ROBERT SAMUELSON: Romney’s Chance To Challenge The Welfare State:

The fact that roughly half of Americans receive some government payment to which they feel morally entitled is a big part of our budget paralysis. It’s an inconvenient fact, but it’s still a fact.

Dealing with it ought to define the next president’s mission. Somehow, he must question the status quo without insulting the roughly 150 million Americans who receive federal benefits. Who deserves support and why? How much and under what conditions? Unless we ask these questions and find grounds for trimming some benefits, the budget impasse will continue and risk dangerous outcomes: a future financial crisis; crushing tax increases; or draconian cuts in programs (defense, research, highways) that aren’t payments to individuals.

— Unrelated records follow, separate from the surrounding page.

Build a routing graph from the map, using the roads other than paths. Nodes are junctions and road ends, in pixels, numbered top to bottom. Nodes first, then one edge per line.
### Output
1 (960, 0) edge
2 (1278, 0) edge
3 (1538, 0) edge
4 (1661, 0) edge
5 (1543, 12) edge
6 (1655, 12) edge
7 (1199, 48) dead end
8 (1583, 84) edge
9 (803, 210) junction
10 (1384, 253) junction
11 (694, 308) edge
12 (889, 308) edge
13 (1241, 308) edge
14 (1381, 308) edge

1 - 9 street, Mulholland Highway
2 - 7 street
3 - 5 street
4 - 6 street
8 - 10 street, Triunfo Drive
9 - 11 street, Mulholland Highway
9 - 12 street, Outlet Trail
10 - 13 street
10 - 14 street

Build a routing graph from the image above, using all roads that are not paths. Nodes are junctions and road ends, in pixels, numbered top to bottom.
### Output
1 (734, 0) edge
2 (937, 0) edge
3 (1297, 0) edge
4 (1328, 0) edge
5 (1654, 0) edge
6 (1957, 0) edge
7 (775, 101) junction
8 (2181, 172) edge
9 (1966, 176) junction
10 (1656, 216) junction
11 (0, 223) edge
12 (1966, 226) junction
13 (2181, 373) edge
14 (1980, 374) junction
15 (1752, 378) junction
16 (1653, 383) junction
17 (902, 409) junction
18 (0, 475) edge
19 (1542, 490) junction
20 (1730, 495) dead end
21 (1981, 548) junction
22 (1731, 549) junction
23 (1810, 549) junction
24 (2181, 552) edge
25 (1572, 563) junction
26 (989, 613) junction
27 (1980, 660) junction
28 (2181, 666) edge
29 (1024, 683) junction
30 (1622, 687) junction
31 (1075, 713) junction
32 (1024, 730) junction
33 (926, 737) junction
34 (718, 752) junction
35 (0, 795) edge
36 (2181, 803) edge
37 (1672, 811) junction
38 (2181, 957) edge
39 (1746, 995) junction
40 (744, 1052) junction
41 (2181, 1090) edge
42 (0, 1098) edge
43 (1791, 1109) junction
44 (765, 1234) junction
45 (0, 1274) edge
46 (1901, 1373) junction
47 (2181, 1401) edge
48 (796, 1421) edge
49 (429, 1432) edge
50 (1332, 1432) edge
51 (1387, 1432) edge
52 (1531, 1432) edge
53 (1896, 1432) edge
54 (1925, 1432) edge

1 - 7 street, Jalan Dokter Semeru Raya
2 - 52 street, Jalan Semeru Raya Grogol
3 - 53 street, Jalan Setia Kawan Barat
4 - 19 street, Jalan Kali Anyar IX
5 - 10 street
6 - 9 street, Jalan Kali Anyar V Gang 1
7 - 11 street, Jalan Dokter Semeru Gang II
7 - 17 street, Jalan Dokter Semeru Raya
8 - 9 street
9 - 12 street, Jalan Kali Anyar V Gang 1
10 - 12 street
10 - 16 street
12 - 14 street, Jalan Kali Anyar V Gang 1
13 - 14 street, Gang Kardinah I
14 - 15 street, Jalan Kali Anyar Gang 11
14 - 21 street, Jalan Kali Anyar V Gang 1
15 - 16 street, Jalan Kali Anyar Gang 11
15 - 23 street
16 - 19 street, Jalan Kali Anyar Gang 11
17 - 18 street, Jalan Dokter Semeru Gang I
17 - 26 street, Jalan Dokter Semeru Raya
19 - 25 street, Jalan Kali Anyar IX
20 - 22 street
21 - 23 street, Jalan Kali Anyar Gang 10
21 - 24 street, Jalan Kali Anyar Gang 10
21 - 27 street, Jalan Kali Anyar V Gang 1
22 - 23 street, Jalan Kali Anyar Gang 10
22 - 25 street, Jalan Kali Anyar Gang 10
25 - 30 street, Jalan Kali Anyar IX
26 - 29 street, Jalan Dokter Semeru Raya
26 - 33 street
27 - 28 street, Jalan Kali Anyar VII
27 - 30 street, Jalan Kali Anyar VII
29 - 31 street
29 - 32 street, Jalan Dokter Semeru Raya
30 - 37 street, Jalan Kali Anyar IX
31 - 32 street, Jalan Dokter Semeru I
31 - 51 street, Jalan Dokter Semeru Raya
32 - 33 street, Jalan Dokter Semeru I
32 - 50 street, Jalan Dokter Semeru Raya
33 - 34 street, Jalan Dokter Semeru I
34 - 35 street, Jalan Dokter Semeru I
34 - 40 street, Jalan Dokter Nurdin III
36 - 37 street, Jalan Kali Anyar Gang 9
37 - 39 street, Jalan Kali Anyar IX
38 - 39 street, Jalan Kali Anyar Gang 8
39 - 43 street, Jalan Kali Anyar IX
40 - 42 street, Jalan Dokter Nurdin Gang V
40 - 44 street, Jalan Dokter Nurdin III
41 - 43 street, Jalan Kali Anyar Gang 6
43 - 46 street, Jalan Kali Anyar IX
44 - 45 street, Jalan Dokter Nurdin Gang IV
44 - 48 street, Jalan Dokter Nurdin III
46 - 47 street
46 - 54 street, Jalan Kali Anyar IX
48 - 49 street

This is arithmetic, as Bill Clinton might say. In 2011, payments to individuals were 65 percent of federal spending, up from 26 percent in 1960. America has created a welfare state, whether Americans admit it or not.

Actually, the share of people who receive federal benefits exceeds Romney’s 47 percent. Based on its Survey of Income and Program Participation (SIPP), the Census Bureau estimates that in mid-2011 — the latest available figures — the number of people with benefits came to 149.8 million, or 49 percent of the population. But this figure is too low, because SIPP doesn’t include several major programs (farm subsidies and college loans and grants). With these, the total probably exceeds 50 percent.

This will end when the federal government’s finances break down beyond the ability of the current Fed/Treasury jiggery-pokery to conceal it. Something that can’t go on forever, won’t. It’s important not only to try to bring things under control before a collapse, but also to explain what’s going on so that if the collapse happens anyway — say because Obama gets reelected — people understand what’s happening and why. Romney/Ryan can lay down markers there, too.